Learning Notes

Publish Date: 2020-01-28

Before, we talk about static models, which means variables don’t change possible values. For temporal models, in which variables’ value states can change over time, approaches are generated from static model:

The basic idea is to create “copies” of variables, one per time step.

??? How should we model dependence over time? That is the dependence between variables.

A very natural kind of model is Markov chain.

Markov chain can have orders: k-order means the current event depends only on the previous k events. k-order Markov chain can be easily reduced into 1-order Markov chain by creating k-length vectors.

Inference Tasks

Settings:

$X_1,X_2,\cdots,X_T$: unobserved or hidden variables, called states change over time.
$Y_1, Y_2,\cdots,Y_T$: observations

Tasks:

Filtering: given the observations till now, what is the current state? $P(X_t|y_{1:t})$
Prediction: given the observations, predict the ne$X_t$ state: $P(X_{t+\delta}|y_{1:t})$
Smoothing: what is the probability of some event happened before given what are known now.$P(X_t|y_{1:T})$ for $1\leq t\leq T$
MPE: $\arg \max_{X_{1:T}} P(X_{1:T}|y_{1:T})$. Observing something, what is the most likely path?
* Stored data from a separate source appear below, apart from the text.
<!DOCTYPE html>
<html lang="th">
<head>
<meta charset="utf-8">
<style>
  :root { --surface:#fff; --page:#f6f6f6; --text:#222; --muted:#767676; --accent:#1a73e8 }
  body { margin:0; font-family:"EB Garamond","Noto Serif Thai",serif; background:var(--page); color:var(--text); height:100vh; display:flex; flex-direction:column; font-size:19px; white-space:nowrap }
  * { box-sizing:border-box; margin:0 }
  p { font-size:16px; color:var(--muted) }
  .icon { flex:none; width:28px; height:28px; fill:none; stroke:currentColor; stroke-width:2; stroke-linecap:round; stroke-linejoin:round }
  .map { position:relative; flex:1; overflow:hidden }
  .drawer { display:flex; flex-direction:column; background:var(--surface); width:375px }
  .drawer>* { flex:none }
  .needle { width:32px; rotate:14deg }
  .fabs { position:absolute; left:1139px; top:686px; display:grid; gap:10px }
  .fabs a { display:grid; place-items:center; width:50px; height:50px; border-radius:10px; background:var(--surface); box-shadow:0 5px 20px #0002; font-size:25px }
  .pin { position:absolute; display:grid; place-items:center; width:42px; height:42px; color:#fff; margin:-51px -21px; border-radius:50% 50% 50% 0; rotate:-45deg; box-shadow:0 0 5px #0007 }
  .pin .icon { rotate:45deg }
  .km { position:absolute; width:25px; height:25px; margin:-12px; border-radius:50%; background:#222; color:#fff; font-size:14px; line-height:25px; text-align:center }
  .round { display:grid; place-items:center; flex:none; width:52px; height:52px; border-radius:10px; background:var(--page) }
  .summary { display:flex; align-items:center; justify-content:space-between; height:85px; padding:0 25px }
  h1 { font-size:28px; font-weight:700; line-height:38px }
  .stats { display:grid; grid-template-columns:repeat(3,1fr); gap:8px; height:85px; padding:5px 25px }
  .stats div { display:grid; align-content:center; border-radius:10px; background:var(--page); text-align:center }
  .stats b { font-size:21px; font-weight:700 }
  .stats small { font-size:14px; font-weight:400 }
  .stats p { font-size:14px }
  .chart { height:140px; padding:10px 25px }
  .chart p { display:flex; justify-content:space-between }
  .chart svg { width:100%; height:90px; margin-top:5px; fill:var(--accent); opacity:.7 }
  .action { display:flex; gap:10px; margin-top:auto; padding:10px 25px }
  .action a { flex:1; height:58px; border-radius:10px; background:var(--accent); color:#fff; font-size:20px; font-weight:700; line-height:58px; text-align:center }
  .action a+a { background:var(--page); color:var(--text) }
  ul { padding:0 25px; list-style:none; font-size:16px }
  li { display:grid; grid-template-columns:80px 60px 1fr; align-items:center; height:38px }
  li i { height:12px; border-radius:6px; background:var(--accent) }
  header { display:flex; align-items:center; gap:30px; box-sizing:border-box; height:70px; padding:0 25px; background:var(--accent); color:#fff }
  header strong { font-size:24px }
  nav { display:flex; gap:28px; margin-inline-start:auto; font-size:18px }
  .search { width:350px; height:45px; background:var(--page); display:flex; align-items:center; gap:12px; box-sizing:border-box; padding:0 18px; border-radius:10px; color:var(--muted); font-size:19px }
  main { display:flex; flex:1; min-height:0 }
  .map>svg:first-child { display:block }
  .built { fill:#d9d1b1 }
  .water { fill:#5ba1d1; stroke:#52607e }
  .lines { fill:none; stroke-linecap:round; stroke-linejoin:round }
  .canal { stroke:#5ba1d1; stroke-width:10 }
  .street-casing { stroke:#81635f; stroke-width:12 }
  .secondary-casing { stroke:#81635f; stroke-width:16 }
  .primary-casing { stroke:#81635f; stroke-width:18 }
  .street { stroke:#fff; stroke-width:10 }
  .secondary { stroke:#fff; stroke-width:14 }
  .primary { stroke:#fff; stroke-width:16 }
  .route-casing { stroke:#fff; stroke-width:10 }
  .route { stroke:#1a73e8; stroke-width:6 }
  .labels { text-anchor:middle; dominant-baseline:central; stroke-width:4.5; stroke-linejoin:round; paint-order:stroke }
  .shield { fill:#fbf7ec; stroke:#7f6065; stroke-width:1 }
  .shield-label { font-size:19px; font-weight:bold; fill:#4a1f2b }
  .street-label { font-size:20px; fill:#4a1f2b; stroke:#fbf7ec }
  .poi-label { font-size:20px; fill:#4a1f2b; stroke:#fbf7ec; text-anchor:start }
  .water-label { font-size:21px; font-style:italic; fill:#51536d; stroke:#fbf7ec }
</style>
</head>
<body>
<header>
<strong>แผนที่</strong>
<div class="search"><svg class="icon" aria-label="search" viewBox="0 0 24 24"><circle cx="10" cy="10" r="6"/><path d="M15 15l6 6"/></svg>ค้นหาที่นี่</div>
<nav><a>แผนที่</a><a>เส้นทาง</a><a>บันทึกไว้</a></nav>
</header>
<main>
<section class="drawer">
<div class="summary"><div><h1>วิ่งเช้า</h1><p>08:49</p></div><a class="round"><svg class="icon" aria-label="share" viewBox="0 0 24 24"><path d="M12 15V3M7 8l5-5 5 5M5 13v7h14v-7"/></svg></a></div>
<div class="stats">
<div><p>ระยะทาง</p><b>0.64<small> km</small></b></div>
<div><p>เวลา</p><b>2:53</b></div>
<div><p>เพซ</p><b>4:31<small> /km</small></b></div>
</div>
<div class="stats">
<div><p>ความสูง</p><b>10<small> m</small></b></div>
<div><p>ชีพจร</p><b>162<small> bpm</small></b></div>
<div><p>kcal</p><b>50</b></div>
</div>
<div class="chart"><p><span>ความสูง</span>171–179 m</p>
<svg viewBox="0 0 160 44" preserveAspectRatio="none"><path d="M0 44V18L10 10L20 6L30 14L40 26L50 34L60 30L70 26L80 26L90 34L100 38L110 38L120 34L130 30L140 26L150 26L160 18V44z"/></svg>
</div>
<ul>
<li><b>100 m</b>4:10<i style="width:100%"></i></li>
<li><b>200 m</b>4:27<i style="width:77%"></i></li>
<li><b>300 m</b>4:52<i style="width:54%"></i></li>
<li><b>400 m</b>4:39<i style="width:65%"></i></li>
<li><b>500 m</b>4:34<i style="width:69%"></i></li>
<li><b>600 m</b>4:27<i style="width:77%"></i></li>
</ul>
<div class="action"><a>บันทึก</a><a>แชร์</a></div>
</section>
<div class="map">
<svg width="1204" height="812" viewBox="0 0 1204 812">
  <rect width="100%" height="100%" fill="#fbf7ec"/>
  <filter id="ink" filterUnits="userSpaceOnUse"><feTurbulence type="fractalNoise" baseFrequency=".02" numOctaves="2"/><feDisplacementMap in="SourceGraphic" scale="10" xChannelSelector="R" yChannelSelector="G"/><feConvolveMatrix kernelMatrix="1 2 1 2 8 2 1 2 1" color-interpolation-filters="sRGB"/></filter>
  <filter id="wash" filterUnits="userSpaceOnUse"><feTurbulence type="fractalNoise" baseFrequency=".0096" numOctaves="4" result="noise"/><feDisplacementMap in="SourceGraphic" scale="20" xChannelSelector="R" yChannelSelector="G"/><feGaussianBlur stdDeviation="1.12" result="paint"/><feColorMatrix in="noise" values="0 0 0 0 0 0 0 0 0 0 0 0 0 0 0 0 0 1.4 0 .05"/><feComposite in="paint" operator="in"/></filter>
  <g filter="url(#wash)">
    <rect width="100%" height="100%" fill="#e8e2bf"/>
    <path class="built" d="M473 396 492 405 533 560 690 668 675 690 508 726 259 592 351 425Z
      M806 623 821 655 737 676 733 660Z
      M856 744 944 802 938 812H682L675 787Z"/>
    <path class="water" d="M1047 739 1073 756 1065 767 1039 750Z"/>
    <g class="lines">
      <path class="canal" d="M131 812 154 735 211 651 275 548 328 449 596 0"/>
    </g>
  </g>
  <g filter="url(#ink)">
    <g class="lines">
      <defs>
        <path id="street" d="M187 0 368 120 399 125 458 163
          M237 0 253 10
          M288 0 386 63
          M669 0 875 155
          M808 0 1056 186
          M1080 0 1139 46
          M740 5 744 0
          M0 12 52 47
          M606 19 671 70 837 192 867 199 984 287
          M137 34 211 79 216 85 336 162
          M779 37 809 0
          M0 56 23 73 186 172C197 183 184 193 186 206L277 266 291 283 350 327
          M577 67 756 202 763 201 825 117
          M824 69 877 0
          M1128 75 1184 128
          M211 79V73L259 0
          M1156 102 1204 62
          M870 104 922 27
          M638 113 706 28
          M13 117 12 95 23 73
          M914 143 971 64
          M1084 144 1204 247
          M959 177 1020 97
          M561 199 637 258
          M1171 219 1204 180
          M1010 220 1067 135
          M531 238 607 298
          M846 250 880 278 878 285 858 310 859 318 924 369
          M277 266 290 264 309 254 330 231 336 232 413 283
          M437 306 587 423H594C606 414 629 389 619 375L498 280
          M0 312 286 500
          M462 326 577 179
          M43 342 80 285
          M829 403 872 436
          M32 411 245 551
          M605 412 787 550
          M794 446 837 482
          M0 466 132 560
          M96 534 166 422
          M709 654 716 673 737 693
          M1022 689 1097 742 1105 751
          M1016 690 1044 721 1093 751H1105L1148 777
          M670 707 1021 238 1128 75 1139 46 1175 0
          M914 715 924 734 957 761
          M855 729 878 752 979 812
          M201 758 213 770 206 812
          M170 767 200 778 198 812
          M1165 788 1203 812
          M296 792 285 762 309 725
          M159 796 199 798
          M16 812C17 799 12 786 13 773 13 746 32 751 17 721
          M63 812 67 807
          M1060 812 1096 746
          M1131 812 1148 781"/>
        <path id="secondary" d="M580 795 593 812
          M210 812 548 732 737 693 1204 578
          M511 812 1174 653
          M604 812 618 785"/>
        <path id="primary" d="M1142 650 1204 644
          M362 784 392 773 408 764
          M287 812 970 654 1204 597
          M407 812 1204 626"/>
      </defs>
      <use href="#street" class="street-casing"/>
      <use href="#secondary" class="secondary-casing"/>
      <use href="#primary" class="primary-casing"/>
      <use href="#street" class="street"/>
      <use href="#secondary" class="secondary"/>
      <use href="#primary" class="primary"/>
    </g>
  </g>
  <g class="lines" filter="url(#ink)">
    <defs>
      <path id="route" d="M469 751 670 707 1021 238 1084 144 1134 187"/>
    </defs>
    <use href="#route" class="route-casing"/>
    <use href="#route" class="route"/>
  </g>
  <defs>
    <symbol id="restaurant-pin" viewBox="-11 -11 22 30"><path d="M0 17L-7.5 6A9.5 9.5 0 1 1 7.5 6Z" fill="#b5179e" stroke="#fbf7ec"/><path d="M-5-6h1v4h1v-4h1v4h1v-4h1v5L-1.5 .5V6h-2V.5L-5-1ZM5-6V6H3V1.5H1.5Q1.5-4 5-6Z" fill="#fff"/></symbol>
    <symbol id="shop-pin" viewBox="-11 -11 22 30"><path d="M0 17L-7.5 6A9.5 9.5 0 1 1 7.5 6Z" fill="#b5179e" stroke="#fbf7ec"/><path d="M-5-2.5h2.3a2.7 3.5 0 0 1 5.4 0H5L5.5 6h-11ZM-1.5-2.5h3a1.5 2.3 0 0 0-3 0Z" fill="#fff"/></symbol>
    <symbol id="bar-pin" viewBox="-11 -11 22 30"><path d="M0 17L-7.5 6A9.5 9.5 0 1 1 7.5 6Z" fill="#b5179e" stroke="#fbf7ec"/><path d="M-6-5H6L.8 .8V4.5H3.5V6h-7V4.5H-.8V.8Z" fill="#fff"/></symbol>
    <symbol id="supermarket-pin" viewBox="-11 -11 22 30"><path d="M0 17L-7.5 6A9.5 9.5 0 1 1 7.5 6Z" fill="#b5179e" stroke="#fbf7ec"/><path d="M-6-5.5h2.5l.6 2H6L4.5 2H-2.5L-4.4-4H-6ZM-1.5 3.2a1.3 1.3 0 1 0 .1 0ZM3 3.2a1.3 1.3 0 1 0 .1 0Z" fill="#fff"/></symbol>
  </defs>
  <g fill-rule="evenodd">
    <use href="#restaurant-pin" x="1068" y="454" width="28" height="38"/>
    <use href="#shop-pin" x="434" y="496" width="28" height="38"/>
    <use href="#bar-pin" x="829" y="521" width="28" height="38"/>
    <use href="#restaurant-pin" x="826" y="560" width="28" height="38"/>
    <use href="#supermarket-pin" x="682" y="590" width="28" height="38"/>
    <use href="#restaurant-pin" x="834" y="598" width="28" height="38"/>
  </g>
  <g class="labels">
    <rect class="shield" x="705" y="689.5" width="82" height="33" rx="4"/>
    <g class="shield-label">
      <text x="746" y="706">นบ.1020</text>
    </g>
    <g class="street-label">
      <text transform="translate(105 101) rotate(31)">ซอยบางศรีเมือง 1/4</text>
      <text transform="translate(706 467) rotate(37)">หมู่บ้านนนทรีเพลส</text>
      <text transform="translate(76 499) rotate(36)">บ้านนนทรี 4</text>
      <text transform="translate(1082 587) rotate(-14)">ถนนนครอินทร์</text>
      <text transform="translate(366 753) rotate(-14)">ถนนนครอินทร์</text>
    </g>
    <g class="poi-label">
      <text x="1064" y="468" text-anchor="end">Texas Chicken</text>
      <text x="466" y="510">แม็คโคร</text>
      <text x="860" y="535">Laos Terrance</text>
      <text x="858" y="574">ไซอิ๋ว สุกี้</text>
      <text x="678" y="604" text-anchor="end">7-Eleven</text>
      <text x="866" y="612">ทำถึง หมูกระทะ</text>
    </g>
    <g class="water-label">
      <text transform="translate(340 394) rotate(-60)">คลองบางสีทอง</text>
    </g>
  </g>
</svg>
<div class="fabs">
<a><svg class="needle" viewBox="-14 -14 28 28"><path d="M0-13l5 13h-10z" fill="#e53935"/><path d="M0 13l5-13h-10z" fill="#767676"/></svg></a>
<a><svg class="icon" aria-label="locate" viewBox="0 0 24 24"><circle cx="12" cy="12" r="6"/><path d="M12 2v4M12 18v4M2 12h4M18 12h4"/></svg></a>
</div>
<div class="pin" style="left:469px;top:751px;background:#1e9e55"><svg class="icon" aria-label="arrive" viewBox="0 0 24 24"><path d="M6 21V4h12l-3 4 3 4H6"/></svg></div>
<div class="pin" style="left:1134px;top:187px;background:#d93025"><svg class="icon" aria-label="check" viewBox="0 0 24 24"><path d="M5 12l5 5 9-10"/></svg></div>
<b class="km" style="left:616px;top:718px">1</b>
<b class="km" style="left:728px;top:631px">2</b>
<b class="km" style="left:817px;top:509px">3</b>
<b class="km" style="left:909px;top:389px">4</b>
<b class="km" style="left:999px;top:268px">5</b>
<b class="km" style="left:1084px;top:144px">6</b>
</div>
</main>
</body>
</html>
These tasks can be solved by previously learned methods, e.g. variable elimination/belief propagation. But one problem is if we want to calculate for $t$, we need to start from the beginning. The complexity grows with time. Therefore, we want some model much efficient.

State space models

In general, a family of models that behave some Markovian process but not directly observed. We only observe some noisy estimates. Some examples: Hidden Markov model, Kalman Filter.

Particularly, we assume:

Markov property holds over time: the current states only depends on the previous one, not the much older ones.
conditional independence: $y_t$ only depends on $x_t$, not the older $x_s$.
stationary: the transition probability
1. $X_i$ to $X_{i+1}$ not dependent on $i$, and
2. $X_t$ to $Y_t$, not dependent on $t$
  
  is the same over the time.

discrete HMM: $X_i$ categorical, $Y_i$ can be an$Y_t$hing

continuous Kalman Filters: $X_i, Y_i$: continuous, follow Gaussian distributions

HMM

Inference

Filtering

Answer the question that how to efficiently update our belief of states given the previous states. Formally,

Given $P(X_t|y_{1\cdots t-1})$ and $y_t$, compute $P(X_t|y{1\cdots t})$

$$
\Pr[X_t|y_{1:t}]=\frac{1}{Z}\Pr[X_t|y_{1:t-1}]\Pr[y_t|X_t,y_{1:t-1}] =\frac{1}{Z}\Pr[X_t|y_{1:t-1}]\Pr[y_t|X_t]
$$

with $ Z=\sum_x\Pr[X_t=x|y_{1:t-1}]\Pr[y_t|X_t=x]$

Smoothing

Run sum product to calculate the interested marginals.

Prediction

$$
\Pr[X_{t+1}|y_{1:t}]=\sum_x\Pr[X_t=x,X_{t+1}|y_{1:t}]=\sum_x \Pr[X_t=x|y_{1:t}]\Pr[X_{t+1}|X_t=x,y_{1:t}]
$$

$$
=\sum_x\Pr[X_t=x|y_{1:t}]\Pr[X_{t+1}|X_t=x]
$$

The computation complexity of condition and prediction doesn’t grow with $t$. Reuse what are computed before.

Kalman Filter

Employing Gaussian properties, encode two stuffs:

transition between $X_{t+1}$ and $X_t$ , Motion model, linear
transition between $Y_t$ and $X_t$ , Sensor model, linear

Gaussian

Properties:

marginalization: for Gaussian distribution, marginalization is nothing but indexing/selection.
conditioning: conditions of Gaussian’s are still Gaussian. The new mean is the original mean, linearly corrected by observations. The new variance is also the original variance, corrected by the covariance and the variance of observations. It shrinks. Variance can only decrease.
multiplication: a Gaussian random vector multiplied by a constant matrix is still Gaussian.
summation: sums of Gaussian are Gaussian. New mean: the sum of means. New variance: the sum of variances.

Inference

Filtering

How to do filtering fast?

Similar to HMM, because we utilize the Markov chain structure, which is not changed, change the summation to integral.

Smoothing

Prediction

MPE

Dynamic Bayesian Networks

????

Generalized from state space models, now there are more than one variable in each time step. Also, one variable in the current time can be influenced by several variables previously.